My mother, the toddler, was basically abandoned during her childhood - aunt was still in school and stuck trying to run a household, so mom ended up in daycare and with babysitters, and when she was old enough for school, and aunt was off to college/leaving home, mom ended up picking up the household duties (which mom does NOT describe in this manner - in her description she was just doing her chores and doing things to please her parents - filling in the blanks I now see, she was desperately trying to get some parental attention and earn something that resembled some kind of love by completely sacrificing her own childhood as well).
Grandma basically went from depressed and back to work, never really becoming a mother to our abandoned mother.
Mom claims she was a huge "daddy's girl" but it sounds like he was pretty distant as well - guessing he gave her some kind of attention for basically waiting on him hand and foot (this was the 60's), and then he died when she was in college as well. So the love she could "earn" passed away...

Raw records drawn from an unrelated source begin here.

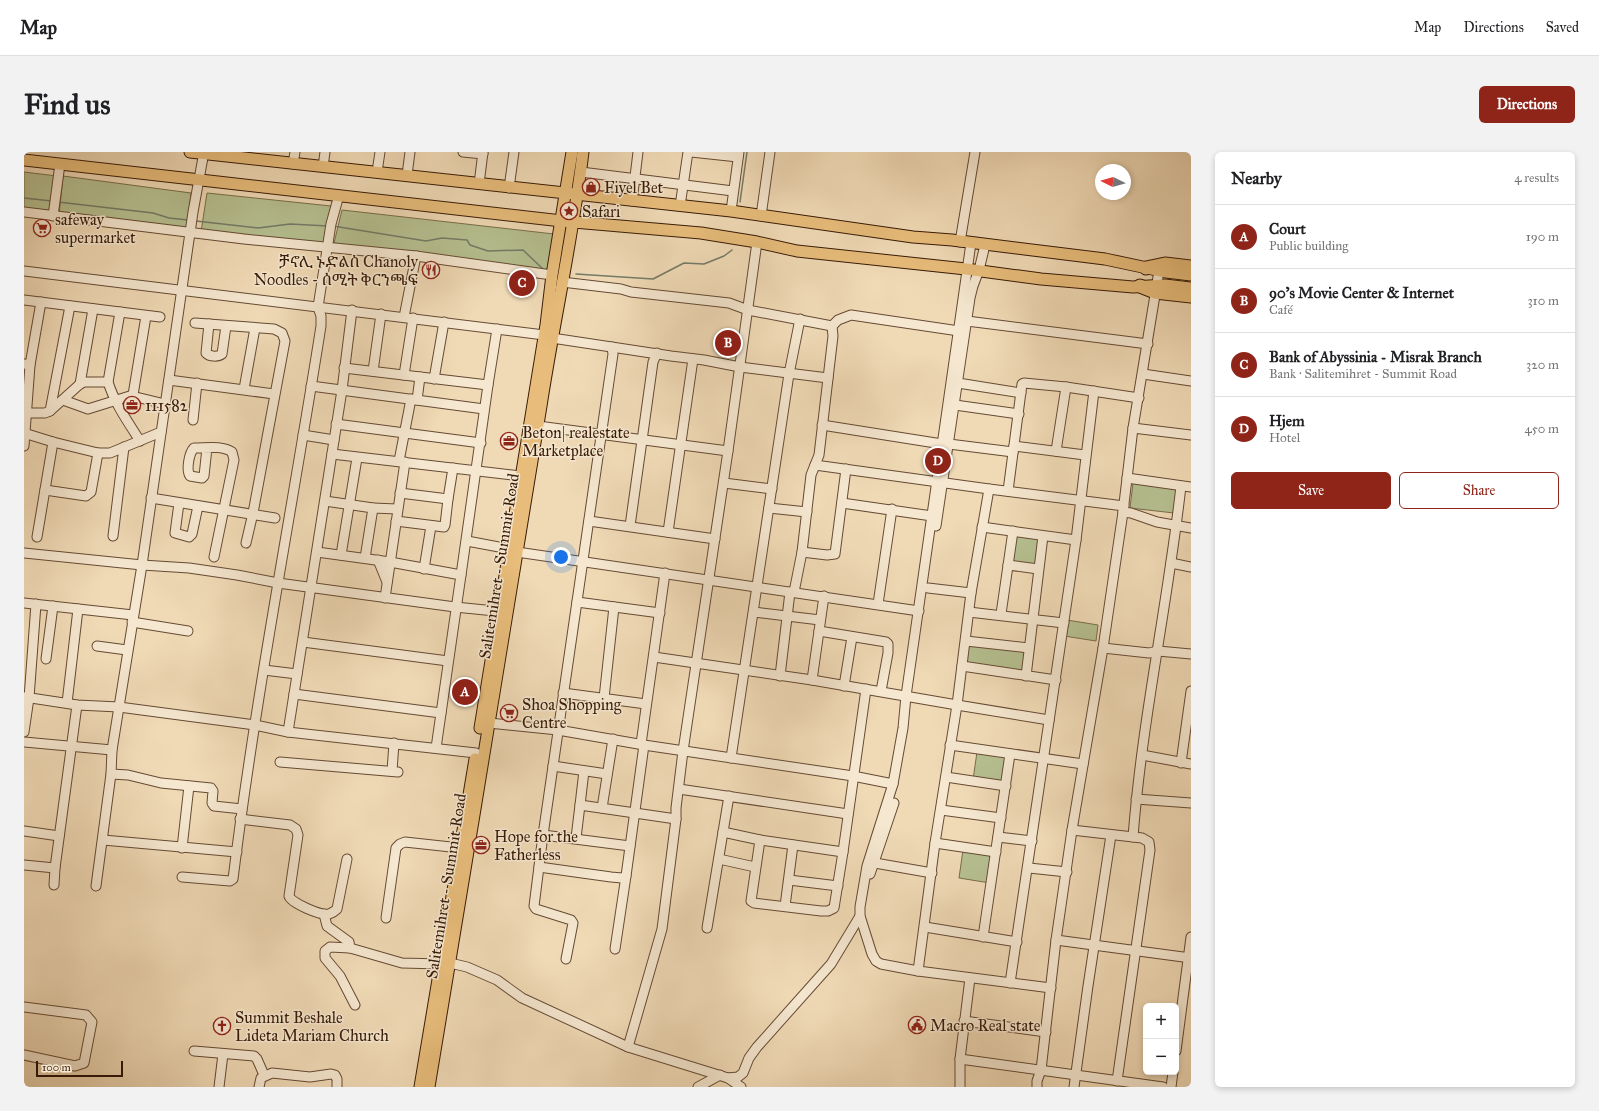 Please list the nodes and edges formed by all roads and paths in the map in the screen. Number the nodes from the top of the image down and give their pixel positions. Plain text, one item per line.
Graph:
1 (190, 152) edge
2 (295, 152) edge
3 (325, 152) edge
4 (380, 152) edge
5 (410, 152) edge
6 (463, 152) edge
7 (514, 152) edge
8 (572, 152) edge
9 (583, 152) edge
10 (638, 152) edge
11 (689, 152) edge
12 (770, 152) edge
13 (975, 152) edge
14 (204, 153) edge
15 (483, 153) edge
16 (240, 155) edge
17 (739, 155) edge
18 (24, 160) edge
19 (60, 164) junction
20 (293, 164) junction
21 (323, 167) junction
22 (377, 172) junction
23 (581, 172) junction
24 (407, 175) junction
25 (635, 178) junction
26 (199, 180) junction
27 (479, 184) junction
28 (684, 184) junction
29 (509, 188) junction
30 (733, 191) junction
31 (339, 195) junction
32 (571, 195) junction
33 (632, 201) junction
34 (680, 206) junction
35 (731, 211) junction
36 (24, 212) edge
37 (53, 216) junction
38 (761, 216) junction
39 (562, 221) junction
40 (573, 222) junction
41 (191, 229) junction
42 (757, 242) junction
43 (966, 242) junction
44 (985, 245) junction
45 (327, 247) junction
46 (416, 256) junction
47 (1191, 267) edge
48 (1155, 268) junction
49 (966, 269) junction
50 (979, 270) junction
51 (24, 271) edge
52 (552, 275) junction
53 (1191, 275) edge
54 (562, 282) junction
55 (1140, 286) joint
56 (1156, 288) junction
57 (1191, 288) edge
58 (182, 290) junction
59 (1191, 296) edge
60 (24, 300) edge
61 (41, 302) junction
62 (70, 306) junction
63 (318, 307) junction
64 (94, 309) junction
65 (352, 310) junction
66 (748, 310) junction
67 (120, 312) junction
68 (381, 314) junction
69 (146, 316) junction
70 (160, 317) dead end
71 (408, 318) junction
72 (800, 320) junction
73 (967, 321) junction
74 (444, 322) junction
75 (195, 323) dead end
76 (209, 324) junction
77 (226, 326) junction
78 (832, 326) junction
79 (255, 328) junction
80 (497, 329) junction
81 (959, 331) junction
82 (548, 332) junction
83 (1148, 344) junction
84 (612, 347) junction
85 (657, 353) junction
86 (693, 359) junction
87 (27, 364) edge
88 (740, 367) junction
89 (344, 368) junction
90 (373, 371) junction
91 (789, 374) junction
92 (1143, 374) junction
93 (404, 375) junction
94 (420, 377) junction
95 (828, 378) junction
96 (434, 379) junction
97 (169, 380) junction
98 (1191, 381) edge
99 (108, 382) junction
100 (197, 383) junction
101 (958, 383) junction
102 (80, 384) junction
103 (488, 385) junction
104 (311, 386) junction
105 (1066, 387) junction
106 (244, 389) junction
107 (342, 390) junction
108 (1094, 391) junction
109 (1021, 393) junction
110 (274, 394) junction
111 (133, 395) junction
112 (1139, 398) junction
113 (414, 399) junction
114 (63, 400) junction
115 (116, 401) junction
116 (165, 404) junction
117 (955, 405) junction
118 (484, 409) junction
119 (50, 411) junction
120 (26, 413) junction
121 (1019, 414) junction
122 (193, 420) dead end
123 (336, 424) junction
124 (538, 426) junction
125 (822, 426) junction
126 (1133, 428) junction
127 (161, 432) junction
128 (25, 433) edge
129 (404, 433) junction
130 (601, 434) junction
131 (303, 435) junction
132 (1191, 435) edge
133 (643, 439) junction
134 (334, 440) junction
135 (140, 441) junction
136 (53, 442) junction
137 (481, 443) junction
138 (680, 444) junction
139 (945, 444) junction
140 (24, 446) edge
141 (124, 447) junction
142 (207, 448) dead end
143 (1013, 449) junction
144 (728, 451) junction
145 (1056, 451) junction
146 (98, 453) junction
147 (332, 454) junction
148 (1086, 455) junction
149 (357, 458) junction
150 (402, 461) junction
151 (814, 465) junction
152 (453, 468) junction
153 (846, 469) junction
154 (476, 470) junction
155 (521, 476) junction
156 (1127, 478) junction
157 (940, 482) junction
158 (724, 483) junction
159 (1181, 486) junction
160 (1191, 487) edge
161 (772, 489) junction
162 (989, 489) junction
163 (45, 490) junction
164 (1008, 491) junction
165 (400, 493) junction
166 (151, 498) junction
167 (448, 499) junction
168 (325, 501) junction
169 (1080, 501) junction
170 (179, 503) junction
171 (842, 503) junction
172 (349, 504) junction
173 (198, 506) junction
174 (373, 508) junction
175 (769, 508) junction
176 (224, 509) junction
177 (397, 509) junction
178 (1124, 509) junction
179 (892, 510) junction
180 (807, 512) junction
181 (253, 514) junction
182 (932, 516) junction
183 (275, 518) dead end
184 (396, 521) junction
185 (589, 521) junction
186 (431, 526) junction
187 (630, 526) junction
188 (1176, 526) junction
189 (982, 527) junction
190 (1191, 528) edge
191 (1013, 531) junction
192 (668, 532) junction
193 (113, 536) dead end
194 (1043, 536) junction
195 (38, 537) dead end
196 (715, 539) junction
197 (1076, 540) junction
198 (467, 541) junction
199 (246, 543) dead end
200 (513, 551) junction
201 (317, 552) junction
202 (802, 552) junction
203 (24, 553) edge
204 (341, 555) junction
205 (214, 558) dead end
206 (365, 558) junction
207 (378, 560) junction
208 (390, 562) junction
209 (583, 562) junction
210 (1171, 563) junction
211 (142, 565) junction
212 (1008, 565) junction
213 (1191, 566) edge
214 (424, 569) junction
215 (1038, 569) junction
216 (665, 573) junction
217 (461, 575) junction
218 (709, 580) junction
219 (387, 582) junction
220 (278, 583) junction
221 (311, 587) junction
222 (758, 587) junction
223 (928, 588) junction
224 (792, 592) junction
225 (971, 593) junction
226 (824, 596) junction
227 (384, 598) junction
228 (577, 602) junction
229 (24, 603) edge
230 (36, 604) junction
231 (878, 604) junction
232 (53, 606) junction
233 (455, 607) junction
234 (614, 608) junction
235 (78, 609) junction
236 (919, 611) junction
237 (504, 612) junction
238 (754, 612) junction
239 (969, 612) junction
240 (660, 614) junction
241 (1001, 614) junction
242 (787, 616) junction
243 (133, 618) junction
244 (1033, 619) junction
245 (820, 620) junction
246 (1064, 623) junction
247 (188, 631) dead end
248 (819, 631) junction
249 (852, 637) junction
250 (966, 641) junction
251 (303, 642) junction
252 (97, 646) dead end
253 (1029, 648) junction
254 (1103, 648) junction
255 (127, 650) junction
256 (1158, 651) junction
257 (1191, 654) edge
258 (654, 657) junction
259 (46, 660) dead end
260 (448, 661) junction
261 (697, 663) junction
262 (962, 666) junction
263 (264, 670) junction
264 (745, 670) junction
265 (297, 674) junction
266 (780, 676) junction
267 (1026, 676) junction
268 (812, 680) junction
269 (1056, 680) junction
270 (844, 686) junction
271 (866, 690) junction
272 (881, 691) junction
273 (1191, 691) edge
274 (563, 693) junction
275 (294, 694) junction
276 (909, 696) junction
277 (26, 697) edge
278 (604, 698) junction
279 (67, 703) junction
280 (646, 704) junction
281 (77, 705) junction
282 (957, 706) junction
283 (119, 707) junction
284 (441, 712) junction
285 (1049, 720) junction
286 (489, 723) junction
287 (255, 725) junction
288 (558, 730) junction
289 (24, 732) edge
290 (288, 732) junction
291 (612, 739) junction
292 (24, 742) edge
293 (394, 743) junction
294 (643, 745) junction
295 (950, 745) junction
296 (71, 747) junction
297 (436, 748) junction
298 (112, 750) junction
299 (684, 751) junction
300 (476, 753) junction
301 (1010, 754) junction
302 (1142, 755) junction
303 (731, 758) junction
304 (1043, 758) junction
305 (280, 762) dead end
306 (1181, 763) junction
307 (1083, 764) junction
308 (1191, 764) edge
309 (553, 766) junction
310 (584, 771) junction
311 (111, 774) junction
312 (607, 774) junction
313 (853, 776) junction
314 (946, 777) junction
315 (893, 784) junction
316 (190, 786) junction
317 (1006, 786) junction
318 (679, 789) junction
319 (729, 796) junction
320 (1136, 799) junction
321 (1191, 803) edge
322 (580, 805) junction
323 (602, 808) junction
324 (242, 810) junction
325 (941, 810) junction
326 (635, 813) junction
327 (848, 814) junction
328 (1001, 818) junction
329 (676, 819) junction
330 (240, 820) junction
331 (1072, 830) junction
332 (24, 831) edge
333 (723, 832) junction
334 (543, 835) junction
335 (1111, 835) junction
336 (59, 836) junction
337 (998, 837) junction
338 (1133, 837) junction
339 (576, 838) junction
340 (103, 840) junction
341 (760, 840) junction
342 (1032, 841) junction
343 (935, 843) junction
344 (793, 845) junction
345 (630, 846) junction
346 (182, 848) junction
347 (460, 848) junction
348 (237, 852) junction
349 (844, 852) junction
350 (996, 852) junction
351 (347, 859) dead end
352 (719, 860) junction
353 (24, 864) edge
354 (875, 864) junction
355 (539, 867) junction
356 (756, 867) junction
357 (55, 868) junction
358 (1029, 868) junction
359 (1067, 872) junction
360 (932, 874) junction
361 (626, 876) junction
362 (182, 877) dead end
363 (789, 880) junction
364 (866, 882) junction
365 (54, 885) dead end
366 (96, 886) dead end
367 (838, 886) junction
368 (785, 906) junction
369 (324, 914) junction
370 (860, 916) junction
371 (386, 918) dead end
372 (925, 927) junction
373 (707, 928) dead end
374 (983, 936) junction
375 (1191, 937) edge
376 (1056, 940) junction
377 (1017, 942) junction
378 (1094, 946) junction
379 (350, 948) junction
380 (615, 949) dead end
381 (1135, 950) junction
382 (1190, 958) edge
383 (566, 959) dead end
384 (446, 961) junction
385 (918, 971) junction
386 (970, 978) junction
387 (1010, 983) junction
388 (1051, 988) junction
389 (355, 1005) dead end
390 (24, 1007) edge
391 (964, 1021) junction
392 (1046, 1032) junction
393 (1178, 1039) edge
394 (628, 1047) junction
395 (431, 1049) junction
396 (194, 1051) dead end
397 (223, 1054) junction
398 (24, 1055) edge
399 (960, 1059) junction
400 (1041, 1070) junction
401 (264, 1075) junction
402 (1075, 1075) junction
403 (1173, 1075) edge
404 (724, 1076) junction
405 (1117, 1081) junction
406 (219, 1087) edge
407 (259, 1087) edge
408 (337, 1087) edge
409 (420, 1087) edge
410 (429, 1087) edge
411 (698, 1087) edge
412 (741, 1087) edge
413 (960, 1087) edge
414 (1037, 1087) edge
415 (1074, 1087) edge
416 (1163, 1087) edge
417 (1171, 1087) edge

1 - 14 main road
2 - 20 street
3 - 21 street
4 - 22 street
5 - 24 street
6 - 15 street
7 - 29 street
8 - 32 main road
9 - 23 main road
10 - 25 street
11 - 17 street
11 - 28 street
12 - 38 street
13 - 43 street
14 - 16 main road
14 - 26 street
15 - 27 street
16 - 20 main road
17 - 30 street
18 - 19 main road
19 - 26 main road
19 - 37 street
20 - 21 main road
21 - 22 main road
22 - 24 main road
23 - 25 street
23 - 32 main road
24 - 27 main road
25 - 28 street
25 - 33 street
26 - 31 main road
26 - 41 street
27 - 29 main road
28 - 30 street
28 - 34 street
29 - 32 main road
30 - 35 street
31 - 39 main road
31 - 45 street
32 - 33 main road
32 - 39 main road, Salitemihret - Summit Road
32 - 40 main road
33 - 34 main road
34 - 35 main road
35 - 38 main road
36 - 37 street
37 - 41 street
38 - 43 main road
39 - 40 main road
39 - 52 main road, Salitemihret - Summit Road
40 - 42 main road
40 - 54 main road, Salitemihret - Summit Road
41 - 45 street
41 - 58 street
42 - 49 main road
42 - 66 street
43 - 44 main road
43 - 49 street
44 - 48 main road
44 - 50 street
45 - 46 street
45 - 63 street
46 - 52 street
46 - 71 street
47 - 48 highway
48 - 53 main road
48 - 56 street
49 - 50 main road
49 - 81 street
50 - 55 main road
50 - 73 street
51 - 58 street
52 - 82 main road, Salitemihret - Summit Road
54 - 66 street
54 - 82 main road, Salitemihret - Summit Road
55 - 56 highway
56 - 57 main road
56 - 59 highway
56 - 83 street
58 - 63 street
58 - 97 street
60 - 61 street
61 - 62 street
61 - 87 street
62 - 64 street
62 - 119 street
63 - 65 street
63 - 104 street
64 - 67 street
64 - 102 street
65 - 68 street
65 - 89 street
66 - 72 street
66 - 88 street
67 - 69 street
67 - 99 street
68 - 71 street
68 - 90 street
69 - 70 street
69 - 111 street
71 - 74 street
71 - 93 street
72 - 78 street
72 - 91 street
73 - 83 street
73 - 101 street
74 - 80 street
74 - 96 street
75 - 76 street
76 - 77 street
76 - 77 street
77 - 79 street
78 - 81 street
78 - 95 street
79 - 106 street
79 - 110 street
80 - 82 street
80 - 103 street
81 - 139 street
82 - 84 street
82 - 124 main road, Salitemihret - Summit Road
82 - 155 main road
83 - 92 street
84 - 85 street
84 - 130 street
85 - 86 street
85 - 133 street
86 - 88 street
86 - 138 street
87 - 120 street
88 - 91 street
88 - 144 street
89 - 90 street
89 - 107 street
90 - 93 street
91 - 95 street
91 - 161 street
92 - 98 street
92 - 112 street
93 - 94 street
94 - 96 street
94 - 113 street
95 - 125 street
96 - 103 street
97 - 100 street
97 - 116 street
99 - 102 street
99 - 115 street
100 - 106 street
100 - 122 street
101 - 109 street
101 - 117 street
102 - 114 street
103 - 118 street
104 - 107 street
104 - 131 street
105 - 108 street
105 - 109 street
105 - 145 street
106 - 110 street
107 - 113 street
107 - 123 street
108 - 112 street
108 - 148 street
109 - 121 street
110 - 181 street
111 - 115 street
111 - 116 street
112 - 126 street
113 - 118 street
113 - 129 street
114 - 115 street
114 - 119 street
115 - 135 street
116 - 127 street
117 - 121 street
117 - 139 street
118 - 137 street
119 - 120 street
120 - 128 street
121 - 143 street
123 - 129 street
123 - 134 street
124 - 130 street
124 - 200 main road, Salitemihret - Summit Road
125 - 139 street
125 - 151 street
126 - 132 street
126 - 156 street
127 - 135 street
127 - 166 street
128 - 136 street
128 - 140 street
129 - 137 street
129 - 150 street
130 - 133 street
130 - 185 street
131 - 134 street
131 - 220 street
133 - 138 street
133 - 187 street
134 - 147 street
135 - 141 street
136 - 146 street
136 - 163 street
137 - 154 street
138 - 144 street
138 - 192 street
139 - 143 street
139 - 157 street
141 - 146 street
141 - 193 street
142 - 176 street
143 - 145 street
143 - 164 street
144 - 158 street
145 - 148 street
146 - 163 street
147 - 149 street
147 - 168 street
148 - 169 street
149 - 150 street
149 - 172 street
150 - 152 street
150 - 165 street
151 - 153 street
151 - 180 street
152 - 154 street
152 - 167 street
153 - 157 street
153 - 171 street
154 - 155 street
154 - 198 street
155 - 200 main road
156 - 159 street
156 - 178 street
157 - 162 street
157 - 182 street
157 - 223 street
158 - 161 street
158 - 196 street
159 - 160 street
159 - 188 street
161 - 175 street
162 - 164 street
162 - 189 street
163 - 195 street
164 - 169 street
165 - 167 street
165 - 177 street
166 - 170 street
166 - 211 street
167 - 186 street
168 - 172 street
168 - 201 street
169 - 178 street
169 - 197 street
170 - 173 street
170 - 173 street
171 - 179 street
171 - 202 street
172 - 174 street
172 - 204 street
173 - 176 street
174 - 177 street
174 - 206 street
175 - 180 street
175 - 222 street
176 - 181 street
176 - 205 street
177 - 184 street
178 - 188 street
178 - 254 street
179 - 182 street
179 - 231 street
180 - 202 street
181 - 183 street
181 - 199 street
182 - 236 street
184 - 186 street
184 - 208 street
185 - 187 street
185 - 209 street
186 - 214 street
187 - 192 street
188 - 190 street
188 - 210 street
189 - 191 street
189 - 225 street
191 - 194 street
191 - 212 street
192 - 196 street
194 - 197 street
194 - 215 street
196 - 218 street
197 - 246 street
198 - 200 street
198 - 217 street
200 - 209 street
200 - 237 main road, Salitemihret - Summit Road
201 - 204 street
201 - 221 street
202 - 224 street
203 - 211 street
204 - 206 street
206 - 207 street
207 - 208 street
207 - 219 street
208 - 214 street
208 - 219 street
209 - 216 street
209 - 228 street
210 - 213 street
210 - 256 street
211 - 220 street
211 - 243 street
212 - 215 street
212 - 241 street
214 - 217 street
215 - 244 street
216 - 218 street
216 - 240 street
217 - 233 street
218 - 222 street
218 - 261 street
219 - 227 street
220 - 221 street
220 - 263 street
221 - 227 street
221 - 251 street
222 - 224 street
222 - 238 street
223 - 225 street
223 - 276 street
224 - 226 street
224 - 242 street
225 - 239 street
226 - 231 street
226 - 245 street
227 - 233 street
228 - 234 street
228 - 274 street
229 - 230 street
230 - 232 street
230 - 277 street
231 - 236 street
232 - 235 street
232 - 259 street
233 - 237 street
233 - 260 street
234 - 240 street
234 - 278 street
235 - 243 street
235 - 279 street
236 - 276 street
237 - 286 main road, Salitemihret - Summit Road
237 - 300 main road
238 - 242 street
238 - 264 street
239 - 241 street
239 - 250 street
240 - 258 street
241 - 244 street
242 - 245 street
242 - 266 street
243 - 247 street
243 - 255 street
244 - 246 street
244 - 253 street
245 - 248 street
246 - 269 street
248 - 249 street
248 - 268 street
249 - 270 street
249 - 272 street
250 - 253 street
250 - 262 street
251 - 260 street
251 - 265 street
252 - 255 street
253 - 267 street
254 - 256 street
254 - 307 street
255 - 283 street
256 - 257 street
256 - 302 street
258 - 261 street
258 - 280 street
260 - 284 street
261 - 264 street
261 - 299 street
262 - 267 street
262 - 282 street
263 - 265 street
263 - 287 street
264 - 266 street
264 - 303 street
265 - 275 street
266 - 268 street
267 - 269 street
268 - 270 street
269 - 285 street
270 - 271 street
271 - 272 street
271 - 313 street
272 - 276 street
273 - 306 street
274 - 278 street
274 - 288 street
275 - 284 street
275 - 290 street
276 - 282 street
276 - 315 street
276 - 354 street
277 - 279 street
277 - 289 street
278 - 280 street
279 - 281 street
280 - 294 street
281 - 283 street
281 - 296 street
282 - 285 street
282 - 295 street
283 - 287 street
283 - 298 street
284 - 297 street
285 - 304 street
286 - 288 street
286 - 384 main road, Salitemihret - Summit Road
287 - 290 street
287 - 324 street
288 - 291 street
288 - 309 street
290 - 293 street
291 - 294 street
291 - 312 street
292 - 296 street
293 - 297 street
293 - 305 street
294 - 299 street
294 - 326 street
295 - 301 street
295 - 314 street
296 - 298 street
296 - 336 street
297 - 300 street
298 - 311 street
299 - 303 street
299 - 318 street
300 - 347 main road
301 - 304 street
301 - 317 street
302 - 306 street
302 - 320 street
303 - 313 street
304 - 307 street
304 - 342 street
306 - 308 street
307 - 331 street
309 - 310 street
309 - 334 street
310 - 312 street
310 - 322 street
311 - 316 street
311 - 340 street
312 - 323 street
313 - 315 street
313 - 327 street
314 - 317 street
314 - 325 street
315 - 364 street
316 - 324 street
316 - 346 street
317 - 328 street
318 - 319 street
318 - 329 street
319 - 327 street
319 - 333 street
320 - 321 street
320 - 338 street
322 - 323 street
322 - 339 street
323 - 326 street
324 - 330 street
325 - 328 street
325 - 343 street
326 - 329 street
326 - 345 street
327 - 349 street
328 - 337 street
329 - 394 street
330 - 348 street
330 - 369 street
331 - 335 street
331 - 359 street
332 - 336 street
333 - 341 street
333 - 352 street
334 - 339 street
334 - 355 street
335 - 338 street
335 - 378 street
336 - 357 street
337 - 342 street
337 - 350 street
338 - 381 street
339 - 345 street
340 - 346 street
340 - 366 street
341 - 344 street
341 - 356 street
342 - 358 street
343 - 350 street
343 - 360 street
344 - 349 street
344 - 363 street
345 - 361 street
346 - 348 street
347 - 371 street
347 - 384 main road
348 - 362 street
349 - 367 street
350 - 374 street
351 - 369 street
352 - 356 street
352 - 373 street
353 - 357 street
354 - 360 street
354 - 364 street
355 - 361 street
355 - 383 street
356 - 368 street
357 - 365 street
358 - 359 street
358 - 377 street
359 - 376 street
360 - 372 street
361 - 380 street
363 - 367 street
363 - 368 street
364 - 370 street
367 - 368 street
369 - 379 street
370 - 385 street
370 - 404 street
372 - 374 street
372 - 385 street
374 - 377 street
375 - 382 street
376 - 378 street
376 - 388 street
377 - 387 street
378 - 381 street
378 - 402 street
379 - 384 street
379 - 389 street
381 - 382 street
381 - 405 street
382 - 393 street
384 - 394 street
384 - 395 main road, Salitemihret - Summit Road
385 - 386 street
386 - 387 street
386 - 391 street
387 - 388 street
388 - 392 street
390 - 398 street
391 - 392 street
391 - 399 street
392 - 400 street
394 - 404 street
395 - 409 main road
395 - 410 main road
396 - 397 street
397 - 401 street
397 - 406 street
399 - 400 street
399 - 413 street
400 - 402 street
400 - 414 street
401 - 407 street
401 - 408 street
402 - 405 street
402 - 415 street
403 - 417 street
404 - 411 street
404 - 412 street
405 - 416 street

Getting this information was HUGE for getting an understanding of WHY our mother is the way she is. It doesn't excuse her abuse or her treatment of her own kids or family, but I've always questioned what in her family made her that way when it seemed like her sister's side of the family was never quite as messed up (not healthy, but not quite as bad).
It doesn't change anything really, but does "fill in the blanks" on why our mother is the way she is, when otherwise she seems intelligent, smart, observant, but everything in her life has been clouded over by this blackhole of emotional need inside of herself that she refuses to face or admit to....she sometimes thinks she wants people to be honest with her, but all she really wants is validation of her POV (typical BPD).
Getting the clarity was just - refreshing I guess. At least it helped me understand the why behind it all.